◆ **What you need to do**: Transcribe every entry that follows exactly, omitting all pictures.

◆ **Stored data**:
*** Begin section ***
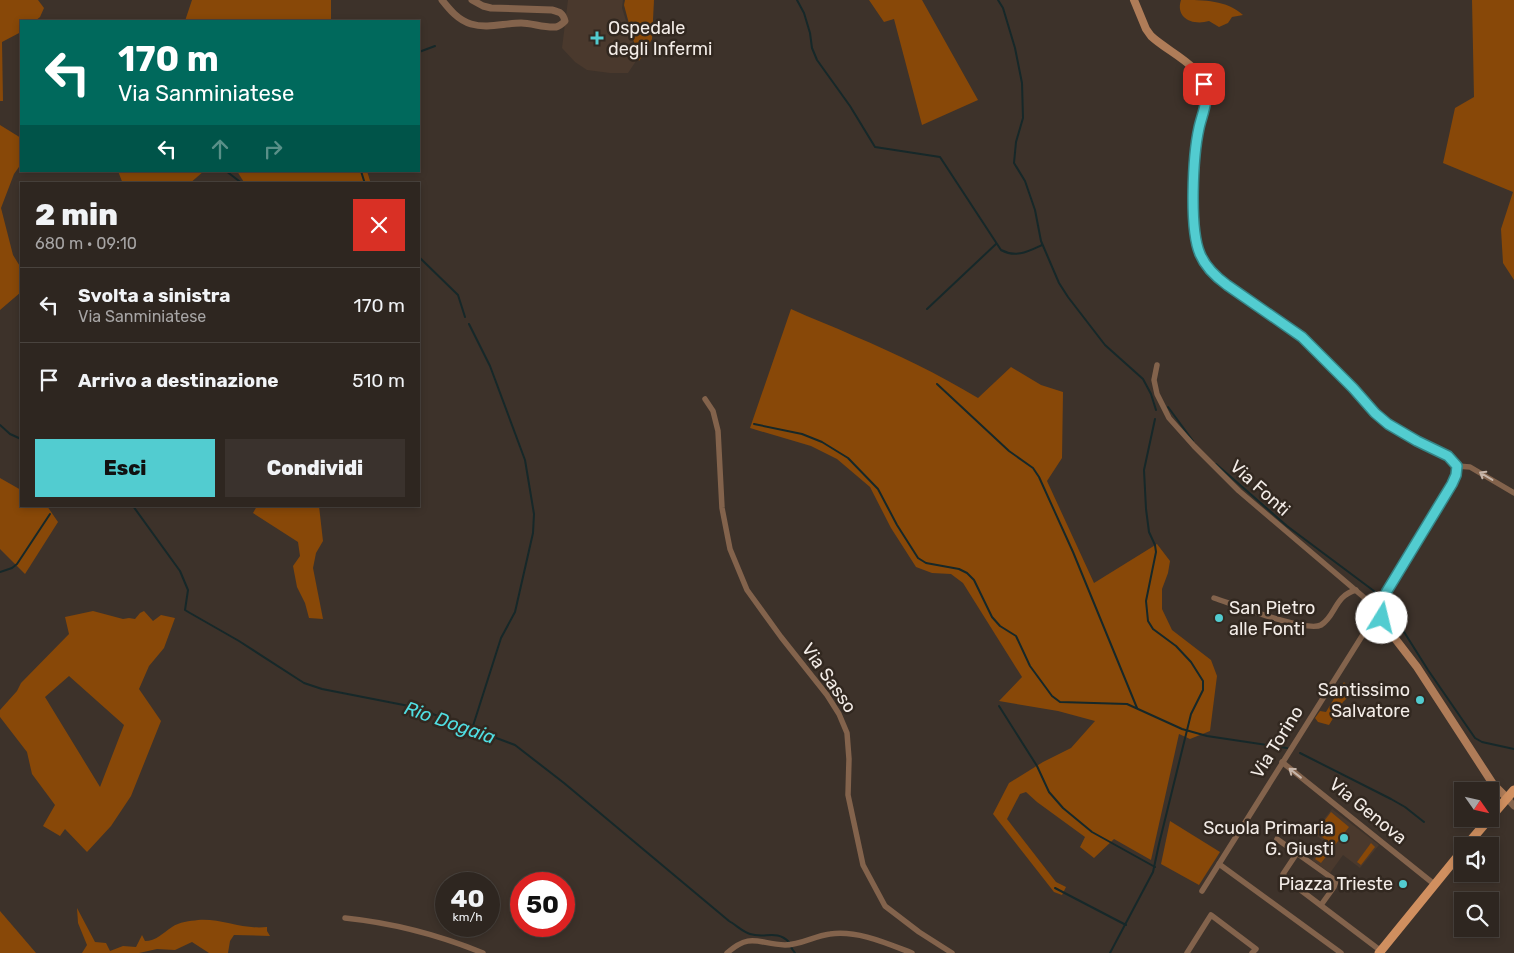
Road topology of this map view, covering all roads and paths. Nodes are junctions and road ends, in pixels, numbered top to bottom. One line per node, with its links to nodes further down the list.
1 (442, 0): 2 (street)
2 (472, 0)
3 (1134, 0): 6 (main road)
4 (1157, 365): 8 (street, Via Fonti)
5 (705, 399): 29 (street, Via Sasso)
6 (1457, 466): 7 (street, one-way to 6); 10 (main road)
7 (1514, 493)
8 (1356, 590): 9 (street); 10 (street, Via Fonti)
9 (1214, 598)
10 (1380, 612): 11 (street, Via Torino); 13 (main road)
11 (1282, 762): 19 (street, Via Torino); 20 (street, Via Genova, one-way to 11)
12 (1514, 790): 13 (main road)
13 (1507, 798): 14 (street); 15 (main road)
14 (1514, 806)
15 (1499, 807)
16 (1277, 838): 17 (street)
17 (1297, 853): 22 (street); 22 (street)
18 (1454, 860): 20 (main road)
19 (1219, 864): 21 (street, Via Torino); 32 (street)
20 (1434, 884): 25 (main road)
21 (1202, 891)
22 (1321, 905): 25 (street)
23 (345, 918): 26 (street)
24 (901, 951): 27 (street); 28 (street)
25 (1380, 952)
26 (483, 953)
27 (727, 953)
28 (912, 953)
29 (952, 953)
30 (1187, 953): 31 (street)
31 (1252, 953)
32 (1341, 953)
*** End section ***
◆ **Output**:
Road topology of this map view, covering all roads and paths. Nodes are junctions and road ends, in pixels, numbered top to bottom. One line per node, with its links to nodes further down the list.
1 (442, 0): 2 (street)
2 (472, 0)
3 (1134, 0): 6 (main road)
4 (1157, 365): 8 (street, Via Fonti)
5 (705, 399): 29 (street, Via Sasso)
6 (1457, 466): 7 (street, one-way to 6); 10 (main road)
7 (1514, 493)
8 (1356, 590): 9 (street); 10 (street, Via Fonti)
9 (1214, 598)
10 (1380, 612): 11 (street, Via Torino); 13 (main road)
11 (1282, 762): 19 (street, Via Torino); 20 (street, Via Genova, one-way to 11)
12 (1514, 790): 13 (main road)
13 (1507, 798): 14 (street); 15 (main road)
14 (1514, 806)
15 (1499, 807)
16 (1277, 838): 17 (street)
17 (1297, 853): 22 (street); 22 (street)
18 (1454, 860): 20 (main road)
19 (1219, 864): 21 (street, Via Torino); 32 (street)
20 (1434, 884): 25 (main road)
21 (1202, 891)
22 (1321, 905): 25 (street)
23 (345, 918): 26 (street)
24 (901, 951): 27 (street); 28 (street)
25 (1380, 952)
26 (483, 953)
27 (727, 953)
28 (912, 953)
29 (952, 953)
30 (1187, 953): 31 (street)
31 (1252, 953)
32 (1341, 953)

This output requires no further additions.